Et je pourrais continuer, vous assommer avec une suite de phrases qui feront jouir mon clavier de se voir autant malmener, mais il manquera quelque chose, ce Graal vers lequel je ne cours pas, le seul étant celui de la véracité de ma complète inutilité. Non ce Graal de la poésie, de la transfiguration de nos quotidiens minables et aux aspirations ridicules face à l’immensité possible de l’existence. CHASSEUR lui, il l’a depuis longtemps fait sien ce jouissant de son invisibilité face au commun des mortels. Il a depuis longtemps dépassé l’aurore dans laquelle nous nous pourfendons, tout à la fois par complaisance, mais surtout par fainéantise. CHASSEUR connaît les cycles solaires, capte la lumière, sans lui faire totalement confiance, mais en l’amadouant pour éclairer les questions qu’il se pose. Nos vies en parallèle n’est pas un grand disque, non, il est simplement, justement, indispensable. Il nous replace, enfin pour ceux qui savent qu’un jour un poème a changé leur vie, vers une direction qui pourrait nous sauver du terrible exode que nous nous imposons vers le néant. De son électro pointilleuse sans être pointue, captivante sans nous emprisonner, Gaël Desbois s’impose définitivement dans le grand livre des auteurs-compositeurs d’ici, écrasant tout par sa douceur qui n’est en fait que l’antidote obligatoire, le venin pour mieux soigner cette épidémie qui nous rend aussi servile que docile, collaborateur que nous sommes de nos geôliers.

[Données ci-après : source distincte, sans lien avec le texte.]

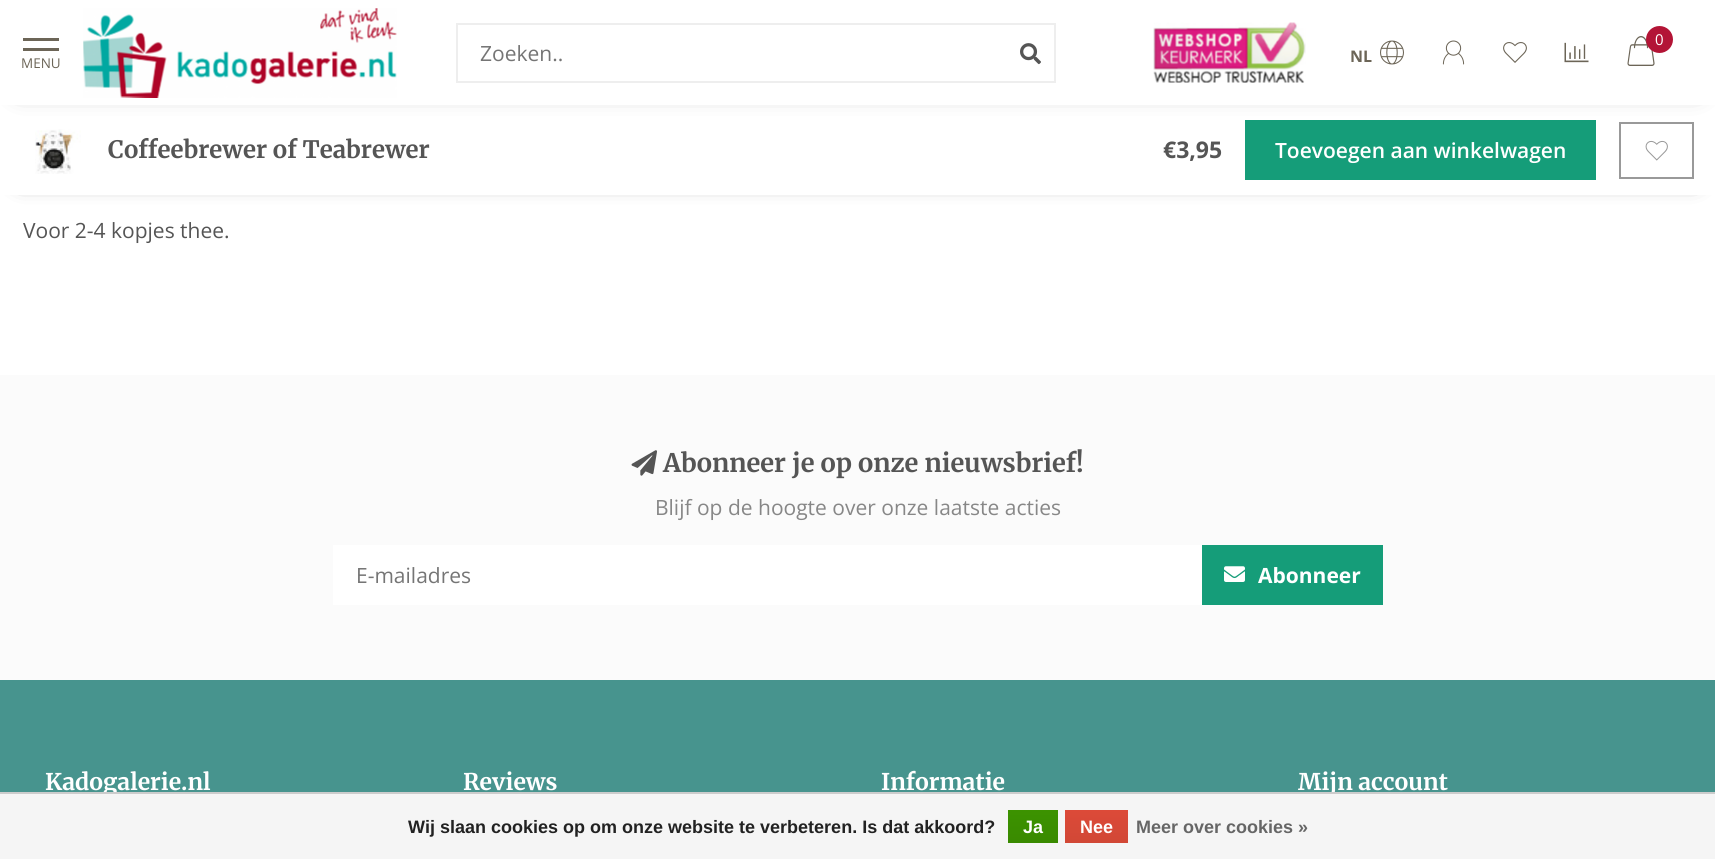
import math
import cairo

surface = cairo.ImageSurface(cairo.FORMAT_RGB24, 1715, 859)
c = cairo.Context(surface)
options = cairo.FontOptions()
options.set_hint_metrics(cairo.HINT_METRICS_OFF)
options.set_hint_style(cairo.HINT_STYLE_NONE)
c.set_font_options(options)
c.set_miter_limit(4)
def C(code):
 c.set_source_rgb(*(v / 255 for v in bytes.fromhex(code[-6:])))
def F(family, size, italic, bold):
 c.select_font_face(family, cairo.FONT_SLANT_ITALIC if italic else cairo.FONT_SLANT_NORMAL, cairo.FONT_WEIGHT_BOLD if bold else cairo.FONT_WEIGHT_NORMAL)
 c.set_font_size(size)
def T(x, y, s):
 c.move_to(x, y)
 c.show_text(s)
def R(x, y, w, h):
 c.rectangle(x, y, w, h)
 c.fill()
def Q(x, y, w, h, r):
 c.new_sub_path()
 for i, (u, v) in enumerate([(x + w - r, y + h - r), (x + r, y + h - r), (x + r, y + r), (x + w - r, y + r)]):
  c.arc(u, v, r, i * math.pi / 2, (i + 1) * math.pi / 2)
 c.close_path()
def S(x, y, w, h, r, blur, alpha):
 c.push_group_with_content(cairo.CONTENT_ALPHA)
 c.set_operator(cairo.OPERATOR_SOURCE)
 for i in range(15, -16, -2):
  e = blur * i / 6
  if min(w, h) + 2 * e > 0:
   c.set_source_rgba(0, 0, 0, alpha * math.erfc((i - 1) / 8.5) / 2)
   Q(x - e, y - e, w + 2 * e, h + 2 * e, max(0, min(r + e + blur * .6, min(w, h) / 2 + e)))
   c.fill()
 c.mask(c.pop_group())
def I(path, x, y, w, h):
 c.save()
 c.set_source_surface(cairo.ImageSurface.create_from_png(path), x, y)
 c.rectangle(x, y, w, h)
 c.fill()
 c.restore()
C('ffffff')
c.paint()
C('000000')
S(21,129,1674,48,0,11,1)
C('ffffff')
R(0,105,1715,90)
C('159d79')
R(1245,120,351,60)
c.rectangle(1620,123,73,55)
C('999999')
c.stroke()
C('000000')
S(20,20,1677,66,0,12,.8)
C('ffffff')
R(0,0,1715,105)
c.rectangle(457,24,598,58)
C('eeeeee')
c.stroke()
F('Open Sans',21,0,0)
C('757575')
T(480,61,'Zoeken..')
I('1.png',1020,43,21,22)
I('2.png',1153,22,153,61)
I('3.png',1627,36,28,30)
C('b31436')
c.arc(1659.5,39.5,13.5,0,2 * math.pi)
c.fill()
F('Open Sans',15,0,0)
C('ffffff')
T(1655,45,'0')
F('Open Sans',16,0,1)
C('6c6557')
T(1350,62,'NL')
I('4.png',1380,40,24,25)
I('5.png',1442,40,23,25)
I('6.png',1503,42,24,21)
I('7.png',1564,42,25,21)
R(23,38,36,3)
R(23,48,36,3)
F('Open Sans',13.5,0,0)
T(21,68,'MENU')
I('8.png',83,8,314,90)
I('9.png',35,129,46,45)
F('Merriweather',24,0,1)
C('555555')
T(108,158,'Coffeebrewer of Teabrewer')
F('Open Sans',23,0,1)
T(1163,158,'€3,95')
F('Open Sans SemiBold',21,0,0)
C('ffffff')
T(1275,158,'Toevoegen aan winkelwagen')
I('10.png',1645,140,23,21)
F('Open Sans',21,0,0)
C('555555')
T(23,238,'Voor 2-4 kopjes thee.')
C('fbfbfb')
R(0,375,1715,305)
I('11.png',631,450,26,26)
F('Merriweather',25.5,0,1)
C('555555')
T(663,472,'Abonneer je op onze nieuwsbrief!')
F('Open Sans',21,0,0)
C('878787')
T(655,515,'Blijf op de hoogte over onze laatste acties')
C('ffffff')
R(333,545,869,60)
C('757575')
T(356,583,'E-mailadres')
C('159d79')
R(1202,545,181,60)
I('12.png',1224,566,21,16)
F('Open Sans',21,0,1)
C('ffffff')
T(1258,583,'Abonneer')
C('47948e')
R(0,680,1715,112)
F('Merriweather',23,0,1)
C('ffffff')
T(45,790,'Kadogalerie.nl')
T(463,790,'Reviews')
T(881,790,'Informatie')
T(1298,790,'Mijn account')
C('f5f5f5')
R(0,794,1715,65)
C('cccccc')
R(0,792,1715,2)
F('Liberation Sans',18,0,1)
C('222222')
T(408,833,'Wij slaan cookies op om onze website te verbeteren. Is dat akkoord?')
gradient = cairo.LinearGradient(1033,810,1033,843)
gradient.add_color_stop_rgba(0,0.235,0.576,0,1)
gradient.add_color_stop_rgba(1,0.224,0.541,0,1)
c.set_source(gradient)
R(1008,810,50,33)
C('ffffff')
T(1023,833,'Ja')
gradient = cairo.LinearGradient(1097,810,1097,843)
gradient.add_color_stop_rgba(0,0.863,0.29,0.22,1)
gradient.add_color_stop_rgba(1,0.82,0.282,0.212,1)
c.set_source(gradient)
R(1065,810,63,33)
C('ffffff')
T(1080,833,'Nee')
C('666666')
T(1136,833,'Meer over cookies »')
surface.write_to_png('o.png')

Comme dans un livre imaginaire que Will Self aurait utilisé pour une dystopie hilarante, CHASSEUR lui capte l’air du temps pour des douceurs acerbes, se cachant sous un filtre sonore pour nous dire combien nous ratons nos vies, mais toujours avec l’espoir de la croiser à nouveau. Chasseur de mots, chasseur d’espoir, chasseur de baume, Gaël Desbois réclame notre lucidité par la poésie, ne donnant aucune leçon, sauf à la chanson d’ici qui en s’endormant sous des dogmes a oublié que la sincérité, même quand nous sculptons avec des mots, est la première des politesses. Définitivement un géant pour nous protéger et tenter de nous aiguiller dans le chaos sous des mélodies comme des fils d’Ariane lumineux. L’âme en peine, la main tendue. Magnifique.